- ABOUT THIS EXERCISE
Find the lines of the listing that contain the string "RENOIR", and return them.

- RECORDS FOR PROCESSING
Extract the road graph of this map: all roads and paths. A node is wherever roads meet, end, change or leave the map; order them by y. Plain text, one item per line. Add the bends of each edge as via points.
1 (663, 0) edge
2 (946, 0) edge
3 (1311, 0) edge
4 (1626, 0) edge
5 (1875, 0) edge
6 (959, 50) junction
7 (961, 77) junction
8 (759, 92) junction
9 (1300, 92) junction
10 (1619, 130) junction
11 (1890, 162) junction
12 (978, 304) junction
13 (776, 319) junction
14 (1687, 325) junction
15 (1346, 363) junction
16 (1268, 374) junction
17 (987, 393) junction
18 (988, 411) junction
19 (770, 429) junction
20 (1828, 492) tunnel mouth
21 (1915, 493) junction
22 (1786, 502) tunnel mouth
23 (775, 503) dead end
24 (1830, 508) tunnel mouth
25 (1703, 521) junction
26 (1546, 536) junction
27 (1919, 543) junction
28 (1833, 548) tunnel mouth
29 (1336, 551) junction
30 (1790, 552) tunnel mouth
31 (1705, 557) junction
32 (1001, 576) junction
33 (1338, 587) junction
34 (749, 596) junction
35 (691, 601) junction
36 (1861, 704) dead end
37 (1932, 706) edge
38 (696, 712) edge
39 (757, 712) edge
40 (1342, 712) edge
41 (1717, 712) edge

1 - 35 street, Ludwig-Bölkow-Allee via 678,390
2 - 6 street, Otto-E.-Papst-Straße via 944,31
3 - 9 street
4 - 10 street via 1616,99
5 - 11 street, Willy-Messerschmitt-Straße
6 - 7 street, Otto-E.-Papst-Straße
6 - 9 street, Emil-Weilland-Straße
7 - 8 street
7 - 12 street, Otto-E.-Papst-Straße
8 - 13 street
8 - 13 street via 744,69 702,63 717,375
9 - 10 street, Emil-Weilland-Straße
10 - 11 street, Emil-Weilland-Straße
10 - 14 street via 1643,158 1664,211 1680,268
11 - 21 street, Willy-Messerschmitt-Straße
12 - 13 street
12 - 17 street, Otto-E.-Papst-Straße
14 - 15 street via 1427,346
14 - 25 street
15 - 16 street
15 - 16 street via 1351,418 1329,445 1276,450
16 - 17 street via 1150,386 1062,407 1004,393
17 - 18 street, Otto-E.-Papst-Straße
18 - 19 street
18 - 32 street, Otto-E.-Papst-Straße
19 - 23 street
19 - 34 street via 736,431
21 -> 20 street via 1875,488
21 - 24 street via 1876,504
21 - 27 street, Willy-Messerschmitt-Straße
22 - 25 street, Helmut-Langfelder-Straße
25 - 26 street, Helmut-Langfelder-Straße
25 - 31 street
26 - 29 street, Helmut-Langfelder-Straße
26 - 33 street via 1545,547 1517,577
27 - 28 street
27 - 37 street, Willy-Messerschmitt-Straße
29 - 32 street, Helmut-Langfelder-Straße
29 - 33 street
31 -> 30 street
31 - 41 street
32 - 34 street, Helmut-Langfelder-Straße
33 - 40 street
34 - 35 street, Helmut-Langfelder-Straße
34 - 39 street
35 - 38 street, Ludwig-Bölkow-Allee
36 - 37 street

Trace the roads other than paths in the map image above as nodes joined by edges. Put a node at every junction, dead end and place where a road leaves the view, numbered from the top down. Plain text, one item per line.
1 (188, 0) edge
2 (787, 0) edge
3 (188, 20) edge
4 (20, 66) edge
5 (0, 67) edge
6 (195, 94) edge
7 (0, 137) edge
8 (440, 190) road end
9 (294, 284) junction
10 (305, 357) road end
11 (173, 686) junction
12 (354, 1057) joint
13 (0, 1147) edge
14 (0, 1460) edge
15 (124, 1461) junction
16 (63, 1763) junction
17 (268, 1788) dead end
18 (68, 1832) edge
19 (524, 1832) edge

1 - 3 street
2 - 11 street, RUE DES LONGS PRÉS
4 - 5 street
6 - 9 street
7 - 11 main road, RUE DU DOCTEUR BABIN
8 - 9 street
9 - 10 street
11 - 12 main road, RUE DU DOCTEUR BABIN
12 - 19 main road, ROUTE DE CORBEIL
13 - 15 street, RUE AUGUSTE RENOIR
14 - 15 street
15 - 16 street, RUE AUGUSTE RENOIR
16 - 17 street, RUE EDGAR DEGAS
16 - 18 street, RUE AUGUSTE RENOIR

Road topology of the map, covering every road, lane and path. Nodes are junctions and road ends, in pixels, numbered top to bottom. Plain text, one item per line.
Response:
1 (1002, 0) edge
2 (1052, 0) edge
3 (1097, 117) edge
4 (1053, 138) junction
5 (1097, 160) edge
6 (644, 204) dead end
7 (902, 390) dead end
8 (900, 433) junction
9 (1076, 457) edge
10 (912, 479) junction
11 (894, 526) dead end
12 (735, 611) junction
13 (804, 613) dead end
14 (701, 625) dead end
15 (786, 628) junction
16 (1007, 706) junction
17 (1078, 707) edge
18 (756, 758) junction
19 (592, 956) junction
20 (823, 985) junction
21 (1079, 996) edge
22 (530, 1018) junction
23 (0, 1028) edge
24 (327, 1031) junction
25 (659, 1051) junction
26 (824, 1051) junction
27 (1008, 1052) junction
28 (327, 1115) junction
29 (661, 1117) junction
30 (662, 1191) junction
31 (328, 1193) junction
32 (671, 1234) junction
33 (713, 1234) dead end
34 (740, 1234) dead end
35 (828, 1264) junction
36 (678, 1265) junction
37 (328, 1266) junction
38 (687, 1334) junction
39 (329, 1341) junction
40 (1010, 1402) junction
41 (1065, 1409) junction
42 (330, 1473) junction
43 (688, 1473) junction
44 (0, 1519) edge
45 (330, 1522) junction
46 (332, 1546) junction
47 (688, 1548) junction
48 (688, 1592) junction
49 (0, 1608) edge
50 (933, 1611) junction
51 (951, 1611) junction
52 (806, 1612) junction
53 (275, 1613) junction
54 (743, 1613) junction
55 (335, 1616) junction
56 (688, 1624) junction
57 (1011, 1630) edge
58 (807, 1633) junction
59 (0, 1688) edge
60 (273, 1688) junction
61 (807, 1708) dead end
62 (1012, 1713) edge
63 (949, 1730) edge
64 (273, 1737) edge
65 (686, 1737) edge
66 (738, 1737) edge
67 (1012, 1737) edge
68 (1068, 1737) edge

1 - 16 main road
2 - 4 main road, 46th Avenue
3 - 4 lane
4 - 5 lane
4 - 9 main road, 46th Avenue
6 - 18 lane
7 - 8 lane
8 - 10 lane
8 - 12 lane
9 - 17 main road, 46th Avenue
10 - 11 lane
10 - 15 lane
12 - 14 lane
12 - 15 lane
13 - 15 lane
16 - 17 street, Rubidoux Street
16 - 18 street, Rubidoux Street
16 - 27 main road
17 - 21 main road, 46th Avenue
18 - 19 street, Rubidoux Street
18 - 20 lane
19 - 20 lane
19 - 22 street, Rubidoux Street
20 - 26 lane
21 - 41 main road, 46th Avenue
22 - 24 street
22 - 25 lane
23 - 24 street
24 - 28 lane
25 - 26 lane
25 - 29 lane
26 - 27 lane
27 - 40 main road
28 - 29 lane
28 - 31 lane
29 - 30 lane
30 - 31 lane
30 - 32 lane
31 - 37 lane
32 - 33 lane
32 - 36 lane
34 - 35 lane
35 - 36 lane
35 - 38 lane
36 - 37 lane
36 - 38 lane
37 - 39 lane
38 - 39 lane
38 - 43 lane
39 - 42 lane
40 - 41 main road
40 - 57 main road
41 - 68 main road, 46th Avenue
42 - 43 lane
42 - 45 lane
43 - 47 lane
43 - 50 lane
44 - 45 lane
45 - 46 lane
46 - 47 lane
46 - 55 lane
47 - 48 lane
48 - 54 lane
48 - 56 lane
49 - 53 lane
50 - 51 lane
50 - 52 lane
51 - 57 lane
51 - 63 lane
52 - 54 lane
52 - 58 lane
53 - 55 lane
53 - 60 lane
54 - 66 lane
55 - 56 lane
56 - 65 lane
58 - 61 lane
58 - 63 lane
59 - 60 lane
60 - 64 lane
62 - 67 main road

- SOLVED EXERCISE
13 - 15 street, RUE AUGUSTE RENOIR
15 - 16 street, RUE AUGUSTE RENOIR
16 - 18 street, RUE AUGUSTE RENOIR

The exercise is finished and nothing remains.